::: AVAILABLE DATA

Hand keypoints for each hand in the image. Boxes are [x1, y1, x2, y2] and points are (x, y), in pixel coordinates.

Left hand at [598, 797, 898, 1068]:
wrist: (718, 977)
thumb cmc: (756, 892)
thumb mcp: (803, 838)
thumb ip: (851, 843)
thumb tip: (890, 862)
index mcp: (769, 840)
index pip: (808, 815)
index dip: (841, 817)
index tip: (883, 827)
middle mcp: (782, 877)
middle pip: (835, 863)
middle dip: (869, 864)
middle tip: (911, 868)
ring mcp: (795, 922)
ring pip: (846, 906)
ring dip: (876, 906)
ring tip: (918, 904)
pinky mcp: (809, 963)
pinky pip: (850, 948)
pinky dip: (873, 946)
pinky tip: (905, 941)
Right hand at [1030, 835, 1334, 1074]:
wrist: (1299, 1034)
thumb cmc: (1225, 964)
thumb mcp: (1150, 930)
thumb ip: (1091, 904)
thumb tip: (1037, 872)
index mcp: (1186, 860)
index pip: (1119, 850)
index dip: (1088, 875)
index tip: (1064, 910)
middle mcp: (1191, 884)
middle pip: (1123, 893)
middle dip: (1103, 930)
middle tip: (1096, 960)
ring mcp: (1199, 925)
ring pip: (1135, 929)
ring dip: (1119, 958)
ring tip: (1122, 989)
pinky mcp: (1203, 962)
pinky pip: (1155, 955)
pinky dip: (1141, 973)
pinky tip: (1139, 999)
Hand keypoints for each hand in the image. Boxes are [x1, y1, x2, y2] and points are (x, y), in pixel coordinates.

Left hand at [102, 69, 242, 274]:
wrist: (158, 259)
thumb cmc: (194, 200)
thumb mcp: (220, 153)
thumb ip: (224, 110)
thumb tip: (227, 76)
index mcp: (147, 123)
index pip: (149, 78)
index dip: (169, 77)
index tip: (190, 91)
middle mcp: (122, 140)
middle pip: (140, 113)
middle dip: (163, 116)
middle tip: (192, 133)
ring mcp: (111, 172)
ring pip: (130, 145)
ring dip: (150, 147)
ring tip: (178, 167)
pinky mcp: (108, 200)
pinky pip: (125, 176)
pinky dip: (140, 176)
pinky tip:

::::::
::: AVAILABLE DATA

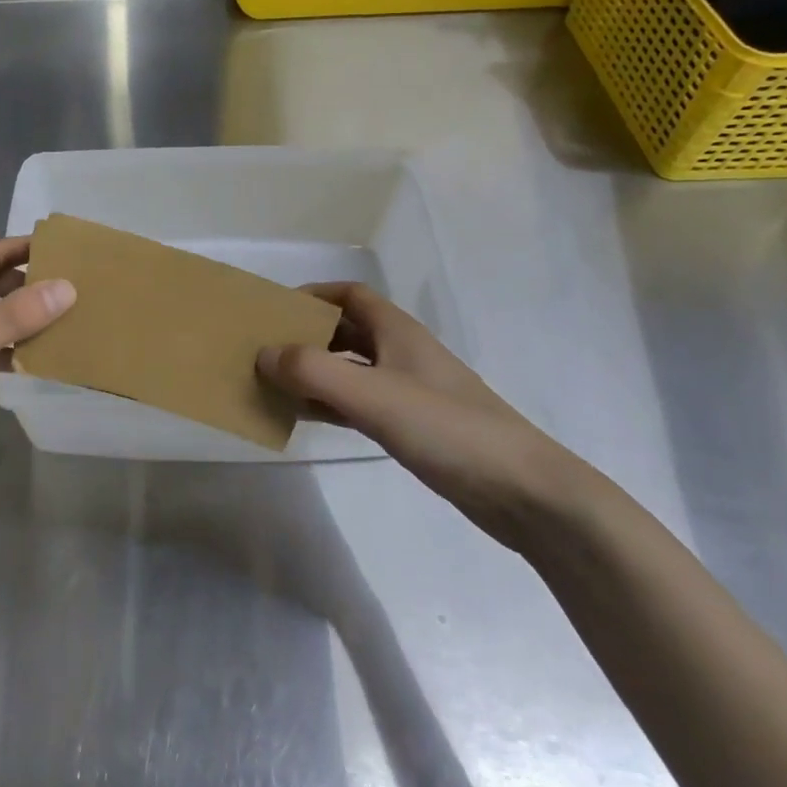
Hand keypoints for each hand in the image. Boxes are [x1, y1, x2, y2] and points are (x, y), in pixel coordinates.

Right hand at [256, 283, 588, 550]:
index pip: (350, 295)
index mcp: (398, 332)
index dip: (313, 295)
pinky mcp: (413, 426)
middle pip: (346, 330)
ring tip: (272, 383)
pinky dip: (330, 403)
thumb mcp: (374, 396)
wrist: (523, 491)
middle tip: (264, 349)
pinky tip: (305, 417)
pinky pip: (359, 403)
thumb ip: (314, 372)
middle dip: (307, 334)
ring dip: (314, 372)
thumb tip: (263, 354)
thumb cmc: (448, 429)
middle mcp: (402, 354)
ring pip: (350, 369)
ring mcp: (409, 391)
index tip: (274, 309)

::::::
::: AVAILABLE DATA

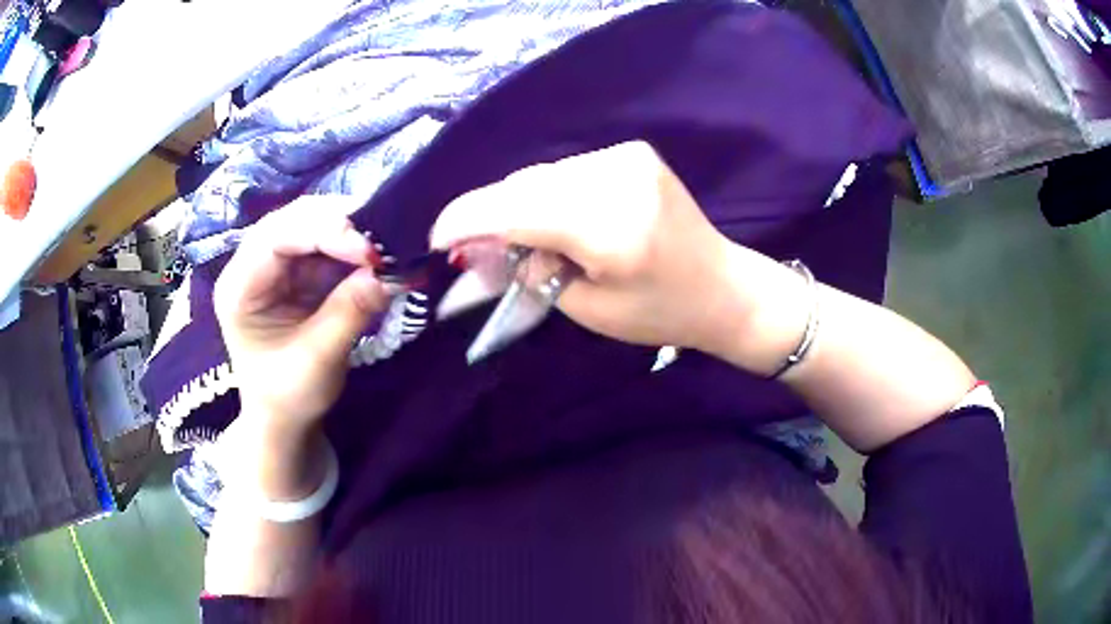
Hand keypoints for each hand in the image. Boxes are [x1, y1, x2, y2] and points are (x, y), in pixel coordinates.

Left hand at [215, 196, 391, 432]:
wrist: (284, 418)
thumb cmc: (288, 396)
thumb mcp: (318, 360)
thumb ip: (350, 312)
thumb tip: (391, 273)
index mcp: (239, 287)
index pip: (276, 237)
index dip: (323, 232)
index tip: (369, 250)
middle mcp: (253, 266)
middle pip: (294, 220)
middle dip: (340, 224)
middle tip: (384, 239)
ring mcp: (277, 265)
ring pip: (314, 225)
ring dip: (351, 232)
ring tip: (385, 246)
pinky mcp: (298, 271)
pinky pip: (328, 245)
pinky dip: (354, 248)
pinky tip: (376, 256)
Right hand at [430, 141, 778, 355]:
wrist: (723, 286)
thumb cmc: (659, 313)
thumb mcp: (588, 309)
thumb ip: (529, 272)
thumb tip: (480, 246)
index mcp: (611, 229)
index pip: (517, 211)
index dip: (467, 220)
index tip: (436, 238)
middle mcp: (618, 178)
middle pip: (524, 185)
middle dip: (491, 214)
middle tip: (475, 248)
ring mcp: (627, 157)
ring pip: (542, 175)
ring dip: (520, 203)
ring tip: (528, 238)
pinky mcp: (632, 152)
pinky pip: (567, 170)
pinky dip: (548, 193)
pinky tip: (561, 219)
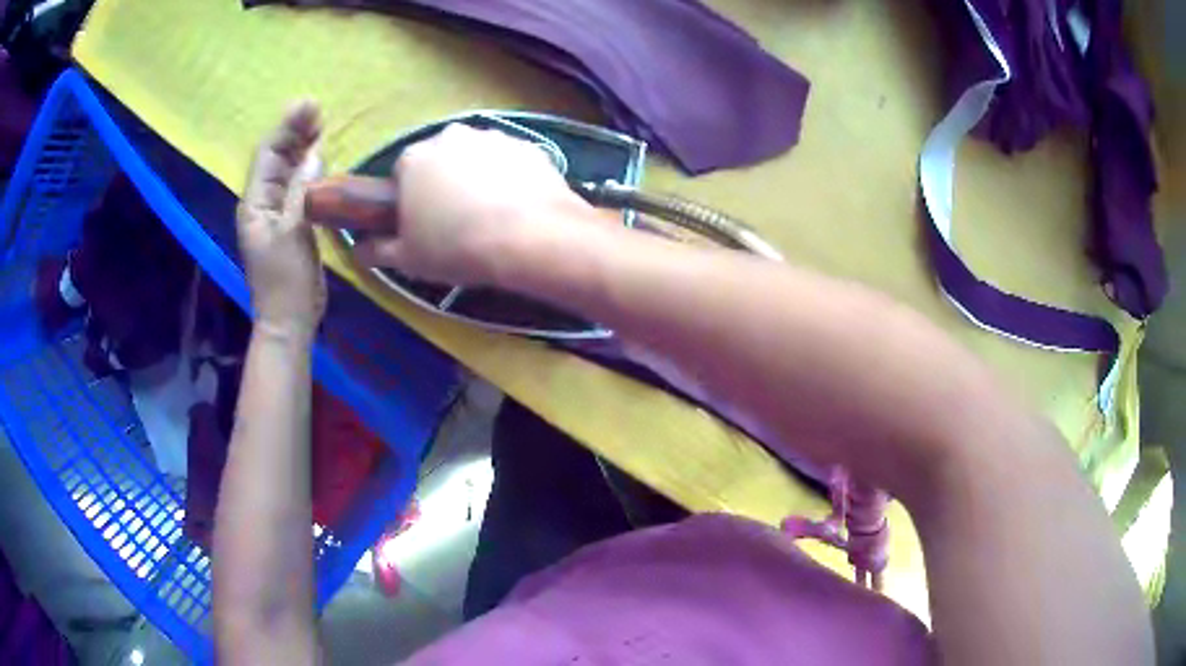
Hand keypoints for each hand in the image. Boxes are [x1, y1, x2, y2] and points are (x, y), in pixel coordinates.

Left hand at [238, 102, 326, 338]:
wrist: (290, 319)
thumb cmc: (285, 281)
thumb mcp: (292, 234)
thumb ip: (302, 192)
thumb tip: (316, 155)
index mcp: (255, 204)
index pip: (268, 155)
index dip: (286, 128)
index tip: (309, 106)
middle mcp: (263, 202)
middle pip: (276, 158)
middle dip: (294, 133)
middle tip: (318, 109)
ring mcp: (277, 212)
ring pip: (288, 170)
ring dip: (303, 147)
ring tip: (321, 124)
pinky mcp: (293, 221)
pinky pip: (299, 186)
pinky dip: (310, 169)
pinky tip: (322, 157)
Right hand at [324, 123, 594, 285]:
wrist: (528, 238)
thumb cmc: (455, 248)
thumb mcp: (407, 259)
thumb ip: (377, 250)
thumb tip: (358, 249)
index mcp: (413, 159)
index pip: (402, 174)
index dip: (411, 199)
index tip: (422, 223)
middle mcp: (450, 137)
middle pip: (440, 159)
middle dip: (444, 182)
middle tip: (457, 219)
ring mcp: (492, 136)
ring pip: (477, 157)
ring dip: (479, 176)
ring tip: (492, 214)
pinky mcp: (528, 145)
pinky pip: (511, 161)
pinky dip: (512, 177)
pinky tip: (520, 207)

::::::

WHAT YOU ARE ASKED TO DO:
Would you retype exactly the lines above, from the line with "middle pip: (440, 159)" to the line with "pinky tip: (520, 207)", with both end lines kept and nothing more?

REPLY TO THE TASK:
middle pip: (440, 159)
middle dip: (444, 182)
middle tip: (457, 219)
ring mcp: (492, 136)
ring pip: (477, 157)
ring dip: (479, 176)
ring tip: (492, 214)
pinky mcp: (528, 145)
pinky pip: (511, 161)
pinky dip: (512, 177)
pinky tip: (520, 207)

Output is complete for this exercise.